Small-town crash sparks calls for illegal immigration crackdown in Mass.

Liz Goodwin

An apparent drunk-driving fatality in the small Massachusetts town of Milford has ignited a state-wide campaign to crack down on illegal immigration.

Last month, Ecuadoran Nicholas Guaman was charged with vehicular homicide for allegedly running down 23-year-old motorcyclist Matthew Denice in his truck while drunk. Guaman didn't have a driver's license.

The victim's family began advocating for Massachusetts to begin using the federal Secure Communities program. Denice's surviving family members maintain that tighter immigration enforcement could have prevented the fatal crash, since Guaman had a prior arrest and a Secure Communities review of his record would have resulted in his deportation.

A few thousand Ecuadorans, many of them undocumented, live in Milford, a town of 25,000 about 40 miles southwest of Boston. The immigrants work primarily in roofing and service jobs, according to radio station WBUR.
"If one of those factors had been different my son would still be here," Denice's mother told the local Fox station. "If we had the Secure Communities . . . he would have been deported."

Massachusetts Gov. Deval Patrick, a Democrat, was one of three governors who refused to allow the federal fingerprinting program in his state, saying that it would sow distrust between local police and immigrant communities. The Obama administration says the program will be mandatory in every county jail by 2013.

After Guaman was charged in the crash, three county sheriffs--including the sheriff in charge of Milford--traveled to Washington, D.C. to work with the federal government on an immigration enforcement deal that circumvents Patrick's authority. "It's not Secure Communities, but it's a perfect substitute," Plymouth County Sheriff Joseph McDonald told the Boston Herald. County jails will now be in contact with immigration officials so that inmates who are illegal immigrants can be deported.

That could have been the end of the story. But some state lawmakers want to take the issue further. A bipartisan group in both the House and the Senate is looking to rework a bill from 2010 that sought to step up immigration enforcement. The measure would crack down on people driving without licenses, set up a public telephone line to report people working illegally, and outlaw giving in-state tuition to illegal immigrants who were brought to the country as minors. The state doesn't offer in-state tuition to illegal immigrants right now, but the bill would seek to prevent it from ever happening.

Amendments to an unrelated gambling bill would compel casinos to check the immigration status of jackpot winners as well as casino employees.

Frank Soults of the Massachusetts Immigrant and Refugee Advocacy Coalition told The Lookout that the lawmakers are waging "a widespread attack on undocumented immigrants on every front they can imagine." He says the measures have nothing to do with the actual problem that struck in Milford: drunk driving.

Meanwhile, immigrants in Milford say their lives have drastically worsened since Guaman's alleged drunk driving put their entire community in the crosshairs.

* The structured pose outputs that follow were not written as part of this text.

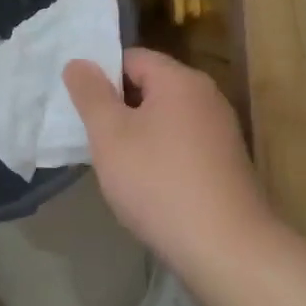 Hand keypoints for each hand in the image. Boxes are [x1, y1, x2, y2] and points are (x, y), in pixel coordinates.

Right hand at [64, 48, 271, 271]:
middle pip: (151, 86)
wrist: (226, 248)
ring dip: (138, 134)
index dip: (102, 76)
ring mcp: (221, 131)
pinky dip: (161, 155)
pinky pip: (183, 144)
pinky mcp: (227, 164)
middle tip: (92, 136)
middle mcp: (206, 96)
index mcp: (180, 80)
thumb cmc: (158, 182)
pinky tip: (148, 186)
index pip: (132, 57)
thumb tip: (79, 62)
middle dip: (119, 107)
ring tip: (115, 164)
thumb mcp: (110, 135)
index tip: (81, 106)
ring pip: (166, 118)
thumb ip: (90, 94) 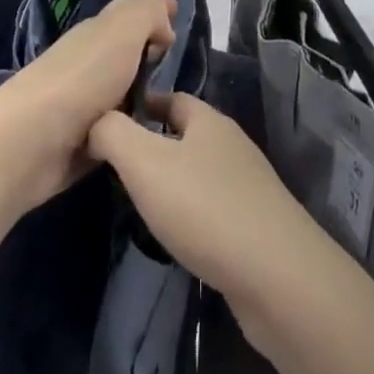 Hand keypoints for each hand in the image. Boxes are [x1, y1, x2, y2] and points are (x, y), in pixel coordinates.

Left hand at [0, 0, 175, 209]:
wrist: (31, 143)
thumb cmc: (82, 78)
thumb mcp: (122, 31)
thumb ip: (148, 13)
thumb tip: (164, 24)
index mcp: (97, 33)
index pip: (129, 15)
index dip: (154, 14)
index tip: (178, 19)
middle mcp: (89, 64)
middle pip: (126, 53)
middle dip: (150, 55)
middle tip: (178, 67)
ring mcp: (84, 106)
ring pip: (123, 93)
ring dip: (144, 98)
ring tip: (177, 112)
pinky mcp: (82, 145)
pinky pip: (117, 131)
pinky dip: (131, 132)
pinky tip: (153, 142)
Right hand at [88, 92, 322, 308]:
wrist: (276, 276)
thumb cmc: (204, 207)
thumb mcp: (144, 163)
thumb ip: (113, 133)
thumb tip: (96, 121)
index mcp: (209, 121)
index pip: (170, 97)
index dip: (139, 106)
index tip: (107, 125)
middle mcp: (232, 145)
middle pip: (186, 135)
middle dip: (152, 146)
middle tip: (115, 169)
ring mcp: (248, 185)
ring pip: (199, 172)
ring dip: (172, 182)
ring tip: (139, 204)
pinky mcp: (256, 224)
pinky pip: (214, 207)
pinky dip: (191, 214)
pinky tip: (177, 236) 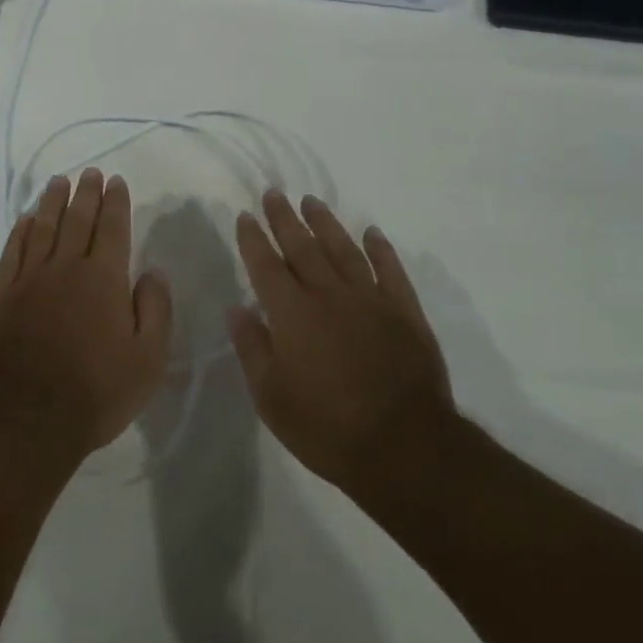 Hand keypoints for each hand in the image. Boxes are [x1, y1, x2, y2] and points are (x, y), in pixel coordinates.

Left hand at [0, 169, 172, 460]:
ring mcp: (29, 280)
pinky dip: (20, 232)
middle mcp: (66, 268)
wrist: (29, 418)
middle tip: (91, 173)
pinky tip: (25, 220)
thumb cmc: (97, 391)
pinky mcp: (3, 297)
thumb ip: (155, 309)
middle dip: (86, 193)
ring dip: (52, 202)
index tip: (116, 181)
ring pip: (43, 229)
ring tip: (59, 182)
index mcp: (103, 278)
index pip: (112, 229)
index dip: (116, 203)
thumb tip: (152, 271)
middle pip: (77, 220)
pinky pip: (12, 253)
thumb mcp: (148, 358)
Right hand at [229, 190, 454, 495]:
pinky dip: (380, 249)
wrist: (405, 448)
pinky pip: (390, 270)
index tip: (246, 216)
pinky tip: (372, 233)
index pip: (266, 265)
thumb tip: (237, 308)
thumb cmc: (327, 427)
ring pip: (343, 250)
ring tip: (312, 202)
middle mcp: (328, 294)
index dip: (253, 239)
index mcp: (292, 313)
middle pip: (302, 247)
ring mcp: (370, 300)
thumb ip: (252, 348)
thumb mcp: (272, 398)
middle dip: (285, 219)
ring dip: (326, 223)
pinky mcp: (405, 312)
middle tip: (274, 194) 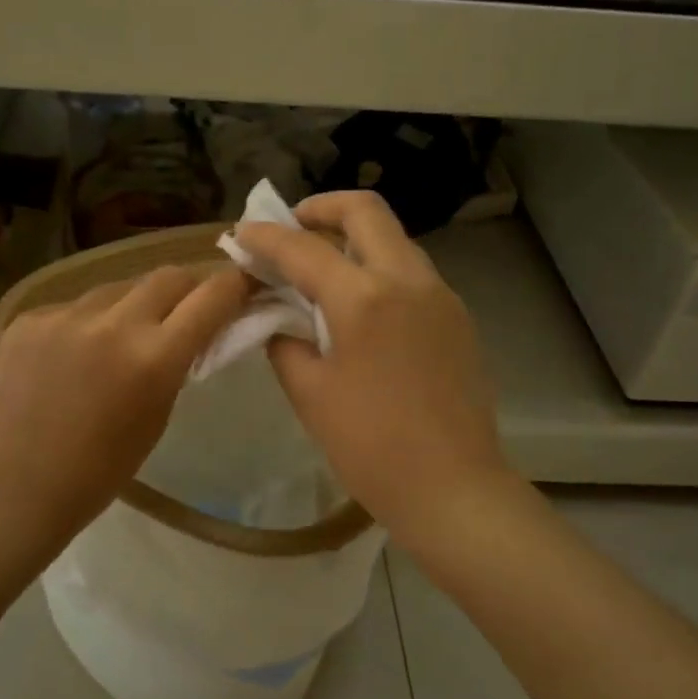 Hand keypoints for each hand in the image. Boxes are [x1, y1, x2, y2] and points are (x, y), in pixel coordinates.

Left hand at [0, 264, 252, 541]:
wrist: (19, 486)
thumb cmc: (102, 468)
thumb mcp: (158, 414)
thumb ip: (177, 362)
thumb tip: (192, 325)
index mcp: (153, 357)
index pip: (211, 297)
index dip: (235, 285)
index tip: (243, 283)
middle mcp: (112, 324)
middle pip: (167, 276)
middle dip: (187, 287)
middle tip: (186, 307)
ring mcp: (64, 316)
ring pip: (118, 288)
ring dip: (132, 305)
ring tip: (121, 337)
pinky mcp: (29, 318)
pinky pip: (74, 306)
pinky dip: (87, 322)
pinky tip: (74, 355)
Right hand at [235, 191, 510, 534]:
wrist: (453, 489)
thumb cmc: (371, 447)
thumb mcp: (309, 393)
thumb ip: (285, 342)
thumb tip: (279, 318)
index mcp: (363, 298)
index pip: (302, 248)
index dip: (265, 237)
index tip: (240, 234)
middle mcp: (407, 280)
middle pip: (365, 211)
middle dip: (321, 209)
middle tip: (291, 228)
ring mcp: (440, 295)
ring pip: (394, 239)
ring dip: (353, 238)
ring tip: (321, 268)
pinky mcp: (456, 317)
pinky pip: (411, 272)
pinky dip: (377, 268)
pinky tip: (358, 305)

A 26-year-old Ecuadoran woman who lives in Milford with her two young children told The Lookout that she has been insulted in front of her children by angry strangers since the crash happened last month. She's lived in the town for six years, and never before had people yell things at her like "Go home" or "We don't want you here."

On Monday, she got out of her job cleaning a hotel to find that all the windows of her car were smashed. She didn't want to call the police, because she says they're not in favor of the immigrants in the town and she didn't want to get in trouble. She is an illegal immigrant, but her children, aged 4 and 9, are U.S. citizens.

"My kids cried. They saw the broken car and they said, 'We should get out of here from Massachusetts,' " said the woman, who wished to remain anonymous to avoid retaliation. "'We should go to another place.' I said it's not easy, we don't have money. They said, 'But I'm very scared. When you're walking, you're getting insulted.' My daughter asked, 'How long is this going to happen?' They are traumatized. They're scared. They think they're coming to get us.

"We're all punished for one person," she added. "He's already in prison. They have him."

Another illegal immigrant living in Milford, a roofer named Juan, said he hasn't personally experienced any negative incidents since the crash but has stopped driving altogether because he believes police are stopping Hispanic-looking people to see if they are are driving without a license. "The problem is I can't do my daily things like wash my clothes, buy food, go to church," he said. His bosses take him to work, but otherwise he isn't able to get around. "The ambience is a little . . . you could say hostile."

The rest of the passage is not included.